President Obama has called on American financial regulators to speed up implementation of rules included in the Dodd-Frank Act.
According to the Financial Times, despite the legislation being effective from July 2010, some of the measures included in the Act have been intensely lobbied against by big banks and have yet to be introduced. One measure still to be put in place is the so called “Volker rule” which bans proprietary trading by financial institutions.
Yesterday, Obama met with Treasury secretary Jack Lew, Federal Reserve chairman Ben Bernanke and the heads of the Securities and Exchange Commission and Commodity Futures Trading Commission.
“The President commended the regulators for their work but stressed the need to expeditiously finish implementing the critical remaining portions of Wall Street Reform to ensure we are able to prevent the type of financial harm that led to the Great Recession from ever happening again,” the White House said after the meeting.

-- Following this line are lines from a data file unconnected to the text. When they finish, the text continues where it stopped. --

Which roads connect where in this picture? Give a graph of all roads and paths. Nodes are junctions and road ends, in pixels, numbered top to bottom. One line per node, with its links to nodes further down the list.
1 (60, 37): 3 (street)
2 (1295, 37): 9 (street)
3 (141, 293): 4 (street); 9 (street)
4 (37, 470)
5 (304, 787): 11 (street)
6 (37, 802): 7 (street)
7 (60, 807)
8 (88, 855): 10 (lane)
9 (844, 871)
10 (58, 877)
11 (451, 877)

It is not the first time American regulators have been slow to get financial regulations in place. As Basel III is shaping the regulation on banks in the EU and around the world, the US along with Argentina and Russia have still not fully implemented Basel II.

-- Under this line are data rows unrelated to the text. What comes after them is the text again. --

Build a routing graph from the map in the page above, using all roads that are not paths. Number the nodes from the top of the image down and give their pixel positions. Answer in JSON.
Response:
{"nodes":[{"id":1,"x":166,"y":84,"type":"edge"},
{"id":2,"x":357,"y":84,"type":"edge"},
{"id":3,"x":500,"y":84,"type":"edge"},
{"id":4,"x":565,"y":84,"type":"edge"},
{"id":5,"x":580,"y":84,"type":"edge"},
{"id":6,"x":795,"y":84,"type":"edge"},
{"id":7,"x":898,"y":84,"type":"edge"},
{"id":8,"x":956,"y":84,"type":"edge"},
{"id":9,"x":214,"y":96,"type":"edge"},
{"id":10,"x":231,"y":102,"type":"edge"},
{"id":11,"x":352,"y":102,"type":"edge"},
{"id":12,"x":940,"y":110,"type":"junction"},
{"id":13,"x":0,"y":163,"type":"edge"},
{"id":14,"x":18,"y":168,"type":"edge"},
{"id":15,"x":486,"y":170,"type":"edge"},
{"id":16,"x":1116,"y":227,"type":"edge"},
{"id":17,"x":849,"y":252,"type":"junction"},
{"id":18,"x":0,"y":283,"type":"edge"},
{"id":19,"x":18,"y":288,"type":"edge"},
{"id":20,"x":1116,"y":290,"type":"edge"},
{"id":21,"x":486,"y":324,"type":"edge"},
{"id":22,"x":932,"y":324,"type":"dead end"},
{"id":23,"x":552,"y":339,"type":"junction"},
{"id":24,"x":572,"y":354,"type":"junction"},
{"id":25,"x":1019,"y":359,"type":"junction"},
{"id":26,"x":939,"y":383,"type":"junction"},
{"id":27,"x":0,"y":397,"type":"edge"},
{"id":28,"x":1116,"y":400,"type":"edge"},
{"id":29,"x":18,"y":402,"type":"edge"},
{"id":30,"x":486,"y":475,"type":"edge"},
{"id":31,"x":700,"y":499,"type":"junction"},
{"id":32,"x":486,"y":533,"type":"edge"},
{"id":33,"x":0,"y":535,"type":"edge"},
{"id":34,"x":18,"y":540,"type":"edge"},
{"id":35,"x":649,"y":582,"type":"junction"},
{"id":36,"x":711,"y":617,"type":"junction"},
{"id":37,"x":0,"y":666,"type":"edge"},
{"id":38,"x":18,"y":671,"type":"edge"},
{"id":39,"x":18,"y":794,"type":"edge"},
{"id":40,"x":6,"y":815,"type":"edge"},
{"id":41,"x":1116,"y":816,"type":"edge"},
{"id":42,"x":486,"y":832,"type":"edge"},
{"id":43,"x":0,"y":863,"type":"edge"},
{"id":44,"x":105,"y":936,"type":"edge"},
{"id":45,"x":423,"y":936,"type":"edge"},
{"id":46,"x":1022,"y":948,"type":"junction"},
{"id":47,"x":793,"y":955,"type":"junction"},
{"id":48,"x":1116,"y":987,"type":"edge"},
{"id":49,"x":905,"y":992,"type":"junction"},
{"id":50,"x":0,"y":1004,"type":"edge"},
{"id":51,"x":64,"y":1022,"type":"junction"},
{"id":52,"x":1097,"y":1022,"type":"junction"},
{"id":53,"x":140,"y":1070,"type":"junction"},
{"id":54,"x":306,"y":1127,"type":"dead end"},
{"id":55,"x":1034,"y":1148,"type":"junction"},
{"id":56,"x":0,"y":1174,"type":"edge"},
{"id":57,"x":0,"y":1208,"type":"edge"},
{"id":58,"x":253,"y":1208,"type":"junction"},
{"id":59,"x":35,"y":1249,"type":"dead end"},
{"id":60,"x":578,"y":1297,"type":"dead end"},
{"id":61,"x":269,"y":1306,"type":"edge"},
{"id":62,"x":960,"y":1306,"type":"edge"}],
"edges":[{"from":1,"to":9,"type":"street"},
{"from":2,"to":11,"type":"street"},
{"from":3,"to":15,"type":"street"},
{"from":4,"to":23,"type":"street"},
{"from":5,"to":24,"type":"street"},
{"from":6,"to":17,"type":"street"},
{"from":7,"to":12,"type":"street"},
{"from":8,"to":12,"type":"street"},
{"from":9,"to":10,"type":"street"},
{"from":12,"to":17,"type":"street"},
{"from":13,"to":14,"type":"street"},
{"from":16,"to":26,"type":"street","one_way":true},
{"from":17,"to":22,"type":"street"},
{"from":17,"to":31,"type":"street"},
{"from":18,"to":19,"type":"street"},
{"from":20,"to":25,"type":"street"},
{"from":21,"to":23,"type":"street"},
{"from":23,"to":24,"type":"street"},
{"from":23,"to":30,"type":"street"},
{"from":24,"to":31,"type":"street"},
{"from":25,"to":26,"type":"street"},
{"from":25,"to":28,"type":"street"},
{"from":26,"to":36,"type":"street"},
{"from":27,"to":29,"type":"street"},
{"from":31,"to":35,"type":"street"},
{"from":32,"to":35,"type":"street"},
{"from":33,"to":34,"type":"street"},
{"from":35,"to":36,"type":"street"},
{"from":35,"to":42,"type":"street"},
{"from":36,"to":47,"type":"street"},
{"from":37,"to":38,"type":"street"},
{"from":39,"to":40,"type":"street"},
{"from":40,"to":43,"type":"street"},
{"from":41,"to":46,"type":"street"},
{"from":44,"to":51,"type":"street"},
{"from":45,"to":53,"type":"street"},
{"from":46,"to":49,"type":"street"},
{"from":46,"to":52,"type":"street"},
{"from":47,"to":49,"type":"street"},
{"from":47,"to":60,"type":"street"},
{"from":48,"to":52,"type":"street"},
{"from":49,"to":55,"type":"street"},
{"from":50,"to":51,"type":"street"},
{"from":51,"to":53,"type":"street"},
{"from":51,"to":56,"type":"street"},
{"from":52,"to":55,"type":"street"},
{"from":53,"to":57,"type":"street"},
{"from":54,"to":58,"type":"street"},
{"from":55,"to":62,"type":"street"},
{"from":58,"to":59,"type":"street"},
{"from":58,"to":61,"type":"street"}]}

The slow progress on getting Dodd-Frank up and running has led some in the US to press for more aggressive measures. In July, former Republican Presidential nominee John McCain and was among a cross-bench group of Senators to propose the reintroduction of the 1933 Glass-Steagall Act, which completely separated retail and investment banking but was largely repealed in 1999.
McCain said: “Big Wall Street institutions should be free to engage in transactions with significant risk, but not with federally insured deposits. If enacted, the 21st Century Glass-Steagall Act would not end Too-Big-to-Fail. But, it would rebuild the wall between commercial and investment banking that was in place for over 60 years, restore confidence in the system, and reduce risk for the American taxpayer.”